Vejamos a entrevista que ele deu a Bruno Garschagen, tradutor de sua obra no Brasil, em uma matéria publicada pelo Grupo Editorial Record há 4 anos, com 40 mil visualizações nesta data.
BG – Sr. Scruton, muito obrigado por ter me recebido. Eu gostaria de fazer algumas perguntas sobre seu livro “Como ser um Conservador” que eu traduzi no Brasil. Você se tornou um intelectual famoso no Brasil.
RS – Que maravilha!
BG – Pois é. Há muitas pessoas interessadas em ideias conservadoras, no conservadorismo britânico. Bem, a primeira pergunta é: por que resolveu escrever o seu livro mais recente? O que motivou você?
RS – A motivação, primeiramente, é que considero que seja a hora de dar uma nova declaração. O conservadorismo precisa mudar e evoluir, junto com a sociedade. É sempre necessário ir atrás dos princípios básicos e expressá-los de verdade na linguagem da época. Se não fizer isso, vai parecer uma filosofia antiga, do passado, que não seria útil agora. É uma questão de reencontrar a linguagem relevante na situação na qual nos encontramos. Foi por isso que resolvi escrever.
BG – Quais são as questões centrais do livro que complementam o seu livro mais antigo?
RS – Escrevi “O Que é Conservadorismo” quando era muito jovem. Foi um livro inflamado porque era um protesto meu contra a instituição socialista que dominava a política britânica desde a 2ª Guerra Mundial, mas particularmente na época que eu era da faculdade. Através do livro tentei expressar que havia um outro lado que as pessoas tentaram esconder. O tema era identificar nossa lealdade política a entender isso. Expressei isso de maneira agressiva. Agora que sou mais velho e sofri todas as consequências da minha juventude inflamada resolvi que era hora de me expressar de forma mais serena, tranquila e indulgente. Também quis demonstrar uma tolerância em relação a todas as pessoas que discordam de mim.
BG – O seu conservadorismo critica muito a política de Thatcher no mercado.
RS – Escrevi em parte porque eu achava que a alternativa ao socialismo não era o mercado livre e o libertarianismo e sim algo que segue a linha de uma tradição nacional, de união social. Eu não era contra o mercado livre, mas eu achava que precisava se unir ao respeito pelas instituições, pelas tradições e assim por diante. Isso foi ignorado, em parte, devido ao pensamento libertário americano.

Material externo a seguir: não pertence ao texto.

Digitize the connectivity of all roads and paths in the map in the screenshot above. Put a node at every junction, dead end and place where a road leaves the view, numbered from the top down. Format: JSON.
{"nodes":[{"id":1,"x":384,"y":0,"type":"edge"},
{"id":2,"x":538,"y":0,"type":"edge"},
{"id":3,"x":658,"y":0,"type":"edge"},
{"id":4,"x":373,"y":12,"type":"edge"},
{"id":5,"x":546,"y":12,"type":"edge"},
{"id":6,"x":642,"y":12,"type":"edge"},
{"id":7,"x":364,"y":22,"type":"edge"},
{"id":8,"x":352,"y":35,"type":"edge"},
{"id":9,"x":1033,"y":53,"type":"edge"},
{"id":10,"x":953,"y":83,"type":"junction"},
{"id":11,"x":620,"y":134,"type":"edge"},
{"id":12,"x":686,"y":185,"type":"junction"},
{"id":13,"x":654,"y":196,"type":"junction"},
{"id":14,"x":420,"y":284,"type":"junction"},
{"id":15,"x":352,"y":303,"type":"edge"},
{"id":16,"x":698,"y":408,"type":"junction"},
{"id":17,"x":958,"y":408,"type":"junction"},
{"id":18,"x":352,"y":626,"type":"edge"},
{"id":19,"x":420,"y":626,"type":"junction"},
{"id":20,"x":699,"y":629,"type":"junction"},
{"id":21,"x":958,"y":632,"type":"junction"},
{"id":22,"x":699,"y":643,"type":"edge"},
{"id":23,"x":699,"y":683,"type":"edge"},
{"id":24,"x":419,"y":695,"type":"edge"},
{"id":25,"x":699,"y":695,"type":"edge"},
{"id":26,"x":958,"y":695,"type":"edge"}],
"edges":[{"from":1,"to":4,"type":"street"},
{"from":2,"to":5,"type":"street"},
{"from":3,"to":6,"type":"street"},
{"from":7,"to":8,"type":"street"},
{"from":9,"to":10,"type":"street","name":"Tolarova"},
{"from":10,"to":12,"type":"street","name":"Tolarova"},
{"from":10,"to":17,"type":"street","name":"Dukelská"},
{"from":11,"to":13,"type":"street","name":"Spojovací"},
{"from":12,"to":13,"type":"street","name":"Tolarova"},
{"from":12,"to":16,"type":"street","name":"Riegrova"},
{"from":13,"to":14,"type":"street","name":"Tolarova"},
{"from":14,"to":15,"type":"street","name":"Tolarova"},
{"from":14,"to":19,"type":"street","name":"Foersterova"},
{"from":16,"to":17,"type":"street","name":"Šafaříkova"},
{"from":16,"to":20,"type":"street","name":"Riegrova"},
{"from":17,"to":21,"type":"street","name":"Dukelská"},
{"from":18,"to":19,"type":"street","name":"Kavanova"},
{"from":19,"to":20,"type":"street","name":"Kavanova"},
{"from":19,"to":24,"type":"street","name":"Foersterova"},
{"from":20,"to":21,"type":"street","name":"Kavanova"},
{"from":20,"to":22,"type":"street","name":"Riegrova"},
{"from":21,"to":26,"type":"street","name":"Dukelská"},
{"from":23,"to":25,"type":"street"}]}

BG – Você mudou de ideia em relação a isso ou continua igual?
RS – Eu mudei de ideia em relação a muitas coisas. Mudar de ideia é a melhor prova de que você tem ideia. O que mudou na minha cabeça é que agora entendo direito que o mercado livre faz parte da nossa ordem tradicional e não é a sua destruição. Mas precisa estar controlado por restrições para que seja aceitável para todos que não se beneficiam dele. Essa é a grande dificuldade na política.

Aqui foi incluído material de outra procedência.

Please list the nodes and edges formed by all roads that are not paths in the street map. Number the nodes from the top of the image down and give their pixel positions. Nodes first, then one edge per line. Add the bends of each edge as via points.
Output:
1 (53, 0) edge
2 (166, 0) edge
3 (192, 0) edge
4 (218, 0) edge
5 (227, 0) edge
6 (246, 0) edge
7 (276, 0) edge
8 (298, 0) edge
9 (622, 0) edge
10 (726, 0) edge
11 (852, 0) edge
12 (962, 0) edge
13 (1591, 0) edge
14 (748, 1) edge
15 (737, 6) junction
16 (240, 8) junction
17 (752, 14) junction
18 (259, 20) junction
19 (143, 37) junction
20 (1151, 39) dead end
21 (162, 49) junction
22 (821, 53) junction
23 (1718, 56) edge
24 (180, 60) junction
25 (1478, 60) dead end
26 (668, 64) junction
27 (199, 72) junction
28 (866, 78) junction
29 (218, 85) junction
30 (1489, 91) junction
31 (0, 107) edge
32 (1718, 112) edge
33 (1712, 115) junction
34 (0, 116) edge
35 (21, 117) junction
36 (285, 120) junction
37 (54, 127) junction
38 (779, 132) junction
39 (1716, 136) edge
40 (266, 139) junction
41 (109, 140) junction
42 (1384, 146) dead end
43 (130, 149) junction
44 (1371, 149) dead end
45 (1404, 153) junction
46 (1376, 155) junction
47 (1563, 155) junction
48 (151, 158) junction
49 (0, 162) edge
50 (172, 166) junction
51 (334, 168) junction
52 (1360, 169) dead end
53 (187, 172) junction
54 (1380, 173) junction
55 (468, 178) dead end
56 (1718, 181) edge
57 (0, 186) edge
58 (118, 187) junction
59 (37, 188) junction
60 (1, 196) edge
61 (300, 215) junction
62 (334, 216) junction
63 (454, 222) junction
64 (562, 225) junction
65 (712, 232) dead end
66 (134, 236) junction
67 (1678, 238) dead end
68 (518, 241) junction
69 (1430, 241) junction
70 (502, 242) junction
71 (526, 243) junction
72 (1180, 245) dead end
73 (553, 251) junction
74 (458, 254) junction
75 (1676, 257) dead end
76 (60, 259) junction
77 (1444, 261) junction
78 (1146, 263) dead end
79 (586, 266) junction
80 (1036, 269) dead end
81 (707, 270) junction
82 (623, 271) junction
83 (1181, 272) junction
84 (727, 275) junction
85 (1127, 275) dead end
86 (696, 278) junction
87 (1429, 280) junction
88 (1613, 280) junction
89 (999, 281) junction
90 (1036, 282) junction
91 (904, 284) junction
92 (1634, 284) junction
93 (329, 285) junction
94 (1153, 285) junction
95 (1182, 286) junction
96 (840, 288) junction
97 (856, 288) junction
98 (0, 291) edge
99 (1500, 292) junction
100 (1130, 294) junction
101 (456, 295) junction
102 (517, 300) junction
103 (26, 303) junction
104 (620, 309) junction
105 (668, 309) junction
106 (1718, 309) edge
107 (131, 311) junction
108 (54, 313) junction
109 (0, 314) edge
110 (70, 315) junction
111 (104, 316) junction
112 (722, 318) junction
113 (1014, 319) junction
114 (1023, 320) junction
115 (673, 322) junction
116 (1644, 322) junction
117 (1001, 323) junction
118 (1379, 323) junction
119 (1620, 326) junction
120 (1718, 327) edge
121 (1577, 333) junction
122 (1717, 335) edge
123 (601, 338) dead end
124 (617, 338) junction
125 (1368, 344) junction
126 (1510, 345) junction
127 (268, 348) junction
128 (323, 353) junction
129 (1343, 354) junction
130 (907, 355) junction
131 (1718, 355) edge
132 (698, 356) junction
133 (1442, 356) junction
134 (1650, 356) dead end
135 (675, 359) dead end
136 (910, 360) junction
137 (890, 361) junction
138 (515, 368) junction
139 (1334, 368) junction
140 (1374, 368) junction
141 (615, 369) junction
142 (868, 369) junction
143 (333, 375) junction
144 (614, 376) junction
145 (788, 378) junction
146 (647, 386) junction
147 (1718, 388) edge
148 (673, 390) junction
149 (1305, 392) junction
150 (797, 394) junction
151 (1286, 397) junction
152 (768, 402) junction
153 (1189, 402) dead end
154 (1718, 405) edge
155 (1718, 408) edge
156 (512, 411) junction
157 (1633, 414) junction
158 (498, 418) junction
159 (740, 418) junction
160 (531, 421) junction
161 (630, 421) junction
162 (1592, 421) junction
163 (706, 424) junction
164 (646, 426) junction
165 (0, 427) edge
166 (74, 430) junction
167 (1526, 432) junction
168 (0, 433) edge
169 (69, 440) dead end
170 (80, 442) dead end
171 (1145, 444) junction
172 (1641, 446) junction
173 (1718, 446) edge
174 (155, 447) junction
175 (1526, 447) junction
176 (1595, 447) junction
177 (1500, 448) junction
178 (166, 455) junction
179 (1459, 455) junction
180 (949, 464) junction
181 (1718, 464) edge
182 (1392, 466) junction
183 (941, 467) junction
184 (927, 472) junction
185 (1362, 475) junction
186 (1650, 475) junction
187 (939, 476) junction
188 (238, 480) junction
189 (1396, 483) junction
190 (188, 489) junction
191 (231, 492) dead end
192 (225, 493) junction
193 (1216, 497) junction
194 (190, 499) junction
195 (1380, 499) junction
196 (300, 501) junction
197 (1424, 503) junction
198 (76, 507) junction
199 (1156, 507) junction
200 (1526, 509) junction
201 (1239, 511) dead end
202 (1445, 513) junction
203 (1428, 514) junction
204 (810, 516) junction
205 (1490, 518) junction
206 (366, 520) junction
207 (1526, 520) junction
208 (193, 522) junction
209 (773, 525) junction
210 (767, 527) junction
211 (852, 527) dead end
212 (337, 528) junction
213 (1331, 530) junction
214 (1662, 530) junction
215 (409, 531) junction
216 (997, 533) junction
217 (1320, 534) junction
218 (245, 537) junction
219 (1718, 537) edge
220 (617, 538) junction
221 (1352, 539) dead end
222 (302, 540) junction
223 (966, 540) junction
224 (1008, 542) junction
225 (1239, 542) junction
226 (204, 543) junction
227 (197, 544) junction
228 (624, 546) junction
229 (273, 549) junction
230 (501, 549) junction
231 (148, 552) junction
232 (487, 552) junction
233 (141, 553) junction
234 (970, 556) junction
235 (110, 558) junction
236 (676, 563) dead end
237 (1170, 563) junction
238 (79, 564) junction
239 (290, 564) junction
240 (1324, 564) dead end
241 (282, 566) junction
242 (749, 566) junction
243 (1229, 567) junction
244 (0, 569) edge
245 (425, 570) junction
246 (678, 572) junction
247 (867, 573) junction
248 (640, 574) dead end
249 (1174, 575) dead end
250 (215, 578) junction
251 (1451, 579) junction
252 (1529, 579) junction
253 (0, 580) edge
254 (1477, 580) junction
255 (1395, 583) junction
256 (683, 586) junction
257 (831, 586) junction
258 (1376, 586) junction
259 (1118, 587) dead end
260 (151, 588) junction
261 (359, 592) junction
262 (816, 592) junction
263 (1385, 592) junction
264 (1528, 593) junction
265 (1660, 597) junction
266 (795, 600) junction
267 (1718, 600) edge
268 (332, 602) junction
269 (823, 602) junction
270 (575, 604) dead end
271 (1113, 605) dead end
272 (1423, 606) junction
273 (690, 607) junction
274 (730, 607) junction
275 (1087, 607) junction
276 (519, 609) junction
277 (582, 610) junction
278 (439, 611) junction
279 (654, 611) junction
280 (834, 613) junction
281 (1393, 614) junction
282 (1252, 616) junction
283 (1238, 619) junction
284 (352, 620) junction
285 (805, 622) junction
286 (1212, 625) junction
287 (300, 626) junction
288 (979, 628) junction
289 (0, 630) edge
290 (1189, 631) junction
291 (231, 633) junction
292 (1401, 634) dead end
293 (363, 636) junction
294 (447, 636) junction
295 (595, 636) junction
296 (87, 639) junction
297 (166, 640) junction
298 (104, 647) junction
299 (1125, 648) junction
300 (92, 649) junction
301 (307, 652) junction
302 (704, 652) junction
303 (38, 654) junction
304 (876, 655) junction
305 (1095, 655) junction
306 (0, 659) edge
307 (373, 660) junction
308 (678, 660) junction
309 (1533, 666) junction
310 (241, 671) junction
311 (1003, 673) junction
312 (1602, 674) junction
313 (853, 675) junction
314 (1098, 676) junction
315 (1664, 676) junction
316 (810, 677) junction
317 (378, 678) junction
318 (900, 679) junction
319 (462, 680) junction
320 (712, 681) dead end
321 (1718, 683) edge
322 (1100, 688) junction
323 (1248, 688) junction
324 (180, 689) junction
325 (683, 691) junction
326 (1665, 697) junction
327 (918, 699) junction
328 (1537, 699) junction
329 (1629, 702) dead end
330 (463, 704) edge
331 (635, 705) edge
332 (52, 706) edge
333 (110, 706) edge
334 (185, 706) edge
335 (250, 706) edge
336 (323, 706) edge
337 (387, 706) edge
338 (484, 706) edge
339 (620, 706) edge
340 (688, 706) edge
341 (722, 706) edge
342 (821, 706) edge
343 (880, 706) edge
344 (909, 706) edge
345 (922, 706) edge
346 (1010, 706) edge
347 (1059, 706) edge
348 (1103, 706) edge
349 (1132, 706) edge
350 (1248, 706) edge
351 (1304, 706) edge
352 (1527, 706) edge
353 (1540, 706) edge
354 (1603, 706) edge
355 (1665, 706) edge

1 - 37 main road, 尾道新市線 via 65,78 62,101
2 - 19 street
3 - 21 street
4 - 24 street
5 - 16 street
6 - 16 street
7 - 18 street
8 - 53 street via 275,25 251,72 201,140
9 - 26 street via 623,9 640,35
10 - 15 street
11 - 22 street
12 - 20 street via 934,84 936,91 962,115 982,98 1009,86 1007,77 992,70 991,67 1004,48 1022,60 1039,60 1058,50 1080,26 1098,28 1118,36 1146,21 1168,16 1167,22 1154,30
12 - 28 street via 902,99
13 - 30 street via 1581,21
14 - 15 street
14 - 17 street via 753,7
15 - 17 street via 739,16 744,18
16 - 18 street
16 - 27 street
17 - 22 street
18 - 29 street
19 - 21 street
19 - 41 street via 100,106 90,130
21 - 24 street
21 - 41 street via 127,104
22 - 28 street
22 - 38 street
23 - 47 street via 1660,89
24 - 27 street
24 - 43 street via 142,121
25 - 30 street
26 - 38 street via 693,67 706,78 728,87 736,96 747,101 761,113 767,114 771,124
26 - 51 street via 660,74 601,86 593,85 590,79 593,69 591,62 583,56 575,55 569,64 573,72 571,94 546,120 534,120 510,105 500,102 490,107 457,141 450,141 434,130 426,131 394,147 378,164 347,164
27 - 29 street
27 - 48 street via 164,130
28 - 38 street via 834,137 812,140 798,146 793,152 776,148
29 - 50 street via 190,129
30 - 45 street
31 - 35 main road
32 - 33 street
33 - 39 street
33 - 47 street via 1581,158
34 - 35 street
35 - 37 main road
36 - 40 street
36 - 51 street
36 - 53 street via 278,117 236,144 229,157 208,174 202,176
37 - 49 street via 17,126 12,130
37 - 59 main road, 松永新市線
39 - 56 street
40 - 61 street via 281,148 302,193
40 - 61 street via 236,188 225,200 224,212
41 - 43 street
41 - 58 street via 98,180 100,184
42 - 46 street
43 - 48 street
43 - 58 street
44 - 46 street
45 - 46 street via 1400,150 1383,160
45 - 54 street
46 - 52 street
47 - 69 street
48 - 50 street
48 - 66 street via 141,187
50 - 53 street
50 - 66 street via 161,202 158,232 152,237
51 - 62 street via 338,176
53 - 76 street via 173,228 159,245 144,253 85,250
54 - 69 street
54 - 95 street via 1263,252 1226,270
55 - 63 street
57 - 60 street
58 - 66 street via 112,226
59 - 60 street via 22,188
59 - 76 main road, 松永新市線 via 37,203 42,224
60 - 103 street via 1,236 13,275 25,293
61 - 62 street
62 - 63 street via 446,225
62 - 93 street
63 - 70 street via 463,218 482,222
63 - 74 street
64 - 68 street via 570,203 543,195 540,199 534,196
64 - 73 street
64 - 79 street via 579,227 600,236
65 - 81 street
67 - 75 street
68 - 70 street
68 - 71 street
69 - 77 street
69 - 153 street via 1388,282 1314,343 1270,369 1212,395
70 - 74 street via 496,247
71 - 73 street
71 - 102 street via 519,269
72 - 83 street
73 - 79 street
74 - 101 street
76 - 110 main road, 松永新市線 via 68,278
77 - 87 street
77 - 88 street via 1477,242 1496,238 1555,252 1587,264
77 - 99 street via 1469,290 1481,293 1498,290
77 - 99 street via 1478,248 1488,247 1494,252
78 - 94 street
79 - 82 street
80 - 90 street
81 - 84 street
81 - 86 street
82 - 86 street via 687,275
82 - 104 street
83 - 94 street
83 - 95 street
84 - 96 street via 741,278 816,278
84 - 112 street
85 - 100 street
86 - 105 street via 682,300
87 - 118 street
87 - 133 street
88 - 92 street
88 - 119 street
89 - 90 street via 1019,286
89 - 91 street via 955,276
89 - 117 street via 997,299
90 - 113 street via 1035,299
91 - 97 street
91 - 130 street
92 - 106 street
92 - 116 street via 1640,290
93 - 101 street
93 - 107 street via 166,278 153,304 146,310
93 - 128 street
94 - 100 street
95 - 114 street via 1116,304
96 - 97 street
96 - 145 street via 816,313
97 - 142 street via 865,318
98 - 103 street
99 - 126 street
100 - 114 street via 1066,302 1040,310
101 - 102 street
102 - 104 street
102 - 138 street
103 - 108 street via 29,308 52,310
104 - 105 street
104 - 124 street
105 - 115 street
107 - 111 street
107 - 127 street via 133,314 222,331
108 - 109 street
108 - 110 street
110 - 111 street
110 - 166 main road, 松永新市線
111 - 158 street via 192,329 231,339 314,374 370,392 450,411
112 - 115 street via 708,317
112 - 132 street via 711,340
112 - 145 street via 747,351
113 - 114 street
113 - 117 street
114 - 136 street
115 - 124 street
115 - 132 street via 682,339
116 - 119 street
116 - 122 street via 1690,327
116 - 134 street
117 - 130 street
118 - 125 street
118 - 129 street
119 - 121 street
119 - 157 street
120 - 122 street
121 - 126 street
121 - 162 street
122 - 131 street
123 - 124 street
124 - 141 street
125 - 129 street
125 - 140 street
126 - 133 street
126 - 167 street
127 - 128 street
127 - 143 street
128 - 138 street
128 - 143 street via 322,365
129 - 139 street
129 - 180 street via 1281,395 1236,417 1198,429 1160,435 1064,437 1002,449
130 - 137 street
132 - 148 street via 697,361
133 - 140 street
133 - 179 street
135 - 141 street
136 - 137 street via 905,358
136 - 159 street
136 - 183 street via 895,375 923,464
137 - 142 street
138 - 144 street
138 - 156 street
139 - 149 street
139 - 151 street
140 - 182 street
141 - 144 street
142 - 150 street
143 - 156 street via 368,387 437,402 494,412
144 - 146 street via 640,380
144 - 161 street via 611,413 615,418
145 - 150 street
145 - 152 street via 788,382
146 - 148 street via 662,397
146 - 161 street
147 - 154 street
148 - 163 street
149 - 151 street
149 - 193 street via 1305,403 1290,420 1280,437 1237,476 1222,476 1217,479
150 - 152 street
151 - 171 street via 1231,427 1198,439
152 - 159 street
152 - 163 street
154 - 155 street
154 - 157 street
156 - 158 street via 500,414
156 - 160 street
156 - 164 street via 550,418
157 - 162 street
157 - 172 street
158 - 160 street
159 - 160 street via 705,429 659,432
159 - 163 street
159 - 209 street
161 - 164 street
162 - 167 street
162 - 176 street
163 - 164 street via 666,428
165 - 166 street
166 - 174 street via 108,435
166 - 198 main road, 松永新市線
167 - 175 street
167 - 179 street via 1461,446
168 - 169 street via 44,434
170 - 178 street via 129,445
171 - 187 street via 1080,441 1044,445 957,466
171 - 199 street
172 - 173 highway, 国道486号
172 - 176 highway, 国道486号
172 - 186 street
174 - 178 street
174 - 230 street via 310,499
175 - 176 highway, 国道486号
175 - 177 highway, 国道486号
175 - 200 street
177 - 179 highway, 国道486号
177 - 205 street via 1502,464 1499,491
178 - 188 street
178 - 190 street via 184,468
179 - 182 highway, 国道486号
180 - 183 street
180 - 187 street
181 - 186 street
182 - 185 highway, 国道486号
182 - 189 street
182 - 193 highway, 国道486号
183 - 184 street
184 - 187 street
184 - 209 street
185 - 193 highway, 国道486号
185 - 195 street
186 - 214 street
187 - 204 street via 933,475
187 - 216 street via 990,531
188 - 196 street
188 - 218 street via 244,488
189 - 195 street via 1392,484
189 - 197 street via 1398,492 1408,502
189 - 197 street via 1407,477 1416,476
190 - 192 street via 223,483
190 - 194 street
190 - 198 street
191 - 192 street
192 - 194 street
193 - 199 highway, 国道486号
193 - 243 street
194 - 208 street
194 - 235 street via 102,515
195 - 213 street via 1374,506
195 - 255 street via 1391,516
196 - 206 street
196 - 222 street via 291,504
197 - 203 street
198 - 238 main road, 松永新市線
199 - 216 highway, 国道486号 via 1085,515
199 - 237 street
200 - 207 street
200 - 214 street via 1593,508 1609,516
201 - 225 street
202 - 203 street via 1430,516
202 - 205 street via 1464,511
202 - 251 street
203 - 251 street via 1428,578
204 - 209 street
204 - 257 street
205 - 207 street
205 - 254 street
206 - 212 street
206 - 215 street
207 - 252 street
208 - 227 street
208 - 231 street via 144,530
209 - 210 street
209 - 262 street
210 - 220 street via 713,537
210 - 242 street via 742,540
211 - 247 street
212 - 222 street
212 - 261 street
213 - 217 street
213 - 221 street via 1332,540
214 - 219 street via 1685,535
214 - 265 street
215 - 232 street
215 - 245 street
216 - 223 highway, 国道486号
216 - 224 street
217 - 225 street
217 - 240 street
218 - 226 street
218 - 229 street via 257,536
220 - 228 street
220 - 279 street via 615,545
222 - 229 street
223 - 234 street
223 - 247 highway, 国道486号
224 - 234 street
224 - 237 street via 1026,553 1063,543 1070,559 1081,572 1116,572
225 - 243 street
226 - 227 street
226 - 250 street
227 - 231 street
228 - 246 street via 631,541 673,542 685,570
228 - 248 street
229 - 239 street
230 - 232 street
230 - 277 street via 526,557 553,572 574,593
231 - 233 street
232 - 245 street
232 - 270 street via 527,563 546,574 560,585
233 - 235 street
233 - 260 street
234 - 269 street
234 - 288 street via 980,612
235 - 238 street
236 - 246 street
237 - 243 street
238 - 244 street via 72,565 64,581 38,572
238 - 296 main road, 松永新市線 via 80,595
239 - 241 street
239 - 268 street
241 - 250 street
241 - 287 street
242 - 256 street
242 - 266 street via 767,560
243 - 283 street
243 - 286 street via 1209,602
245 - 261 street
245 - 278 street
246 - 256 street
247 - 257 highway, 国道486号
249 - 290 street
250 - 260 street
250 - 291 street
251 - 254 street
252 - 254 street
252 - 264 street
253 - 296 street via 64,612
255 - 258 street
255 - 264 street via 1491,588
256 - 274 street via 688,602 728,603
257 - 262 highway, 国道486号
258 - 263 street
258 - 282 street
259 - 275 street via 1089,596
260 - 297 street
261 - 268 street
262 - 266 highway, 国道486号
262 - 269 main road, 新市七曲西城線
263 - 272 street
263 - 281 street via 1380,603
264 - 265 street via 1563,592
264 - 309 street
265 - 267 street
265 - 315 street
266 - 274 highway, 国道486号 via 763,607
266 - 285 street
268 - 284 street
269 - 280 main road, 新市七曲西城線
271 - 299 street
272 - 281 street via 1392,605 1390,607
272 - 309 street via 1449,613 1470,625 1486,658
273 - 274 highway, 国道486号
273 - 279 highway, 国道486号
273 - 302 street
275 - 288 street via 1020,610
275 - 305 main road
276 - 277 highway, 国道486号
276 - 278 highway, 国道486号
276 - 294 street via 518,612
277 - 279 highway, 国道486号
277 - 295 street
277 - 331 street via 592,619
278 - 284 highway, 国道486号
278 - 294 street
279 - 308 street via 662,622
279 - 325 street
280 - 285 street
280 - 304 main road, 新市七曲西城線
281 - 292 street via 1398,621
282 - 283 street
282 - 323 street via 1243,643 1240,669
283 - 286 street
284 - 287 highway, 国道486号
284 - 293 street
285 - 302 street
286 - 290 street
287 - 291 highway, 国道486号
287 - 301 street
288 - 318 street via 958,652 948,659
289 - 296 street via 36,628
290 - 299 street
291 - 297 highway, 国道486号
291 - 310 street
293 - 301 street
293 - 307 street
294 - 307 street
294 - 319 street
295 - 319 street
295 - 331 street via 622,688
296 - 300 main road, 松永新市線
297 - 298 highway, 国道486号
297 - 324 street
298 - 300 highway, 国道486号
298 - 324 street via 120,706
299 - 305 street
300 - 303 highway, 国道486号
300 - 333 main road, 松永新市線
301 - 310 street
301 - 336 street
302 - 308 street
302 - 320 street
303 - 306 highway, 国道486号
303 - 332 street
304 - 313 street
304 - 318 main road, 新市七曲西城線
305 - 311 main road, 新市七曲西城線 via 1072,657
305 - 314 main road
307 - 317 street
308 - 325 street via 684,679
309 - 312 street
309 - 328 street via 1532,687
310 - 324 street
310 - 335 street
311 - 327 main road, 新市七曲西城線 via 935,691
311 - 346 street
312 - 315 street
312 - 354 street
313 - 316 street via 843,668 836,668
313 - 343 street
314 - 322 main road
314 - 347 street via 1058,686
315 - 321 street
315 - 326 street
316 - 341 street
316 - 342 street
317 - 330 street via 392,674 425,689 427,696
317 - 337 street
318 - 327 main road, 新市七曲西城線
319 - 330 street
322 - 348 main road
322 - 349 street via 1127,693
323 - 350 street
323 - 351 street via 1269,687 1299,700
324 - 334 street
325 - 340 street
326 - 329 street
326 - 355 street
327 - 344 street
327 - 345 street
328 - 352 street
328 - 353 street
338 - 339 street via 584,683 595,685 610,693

BG - A melhor maneira é identificar os elementos importantes no mercado livre para que exista um equilíbrio?
RS – É preciso equilibrar com a necessidade da comunidade, com a dependência de muitas pessoas em relação ao apoio. É algo que acontece cada vez mais no mundo. É um problema sério. Se você der apoio demais, você sabota a vontade das pessoas de viverem e de fazerem parte de uma comunidade. Mas, se não der apoio nenhum, o efeito é o mesmo.
BG – É possível ser conservador se você não for um indivíduo maduro?
RS – É, sim. Todas as crianças são naturalmente conservadoras. Elas dependem dos pais, se tiverem essa sorte. Elas amam os pais. Elas reconhecem que nasceram numa ordem que vai além delas. Elas se prendem a isso porque se sentem seguras. O ser humano tem muitas fases de desenvolvimento. Quando é criança, ele é conservador. Na adolescência, ele se torna liberal e talvez, até radical porque quer afirmar a própria identidade. Depois, ao estar mais maduro, ele volta a ter aquela noção de lar, através de uma espécie de passagem e começa tudo de novo.
BG – Interessante. O indivíduo se torna conservador ou se descobre conservador?
RS – É uma boa pergunta. É difícil separar as duas coisas. Eu me descobri conservador aos 21 anos. Eu não era nada antes. Quando aconteceram os eventos de maio de 1968 em Paris, vi que eu acreditava no oposto do que eles acreditavam. Foi assim que descobri.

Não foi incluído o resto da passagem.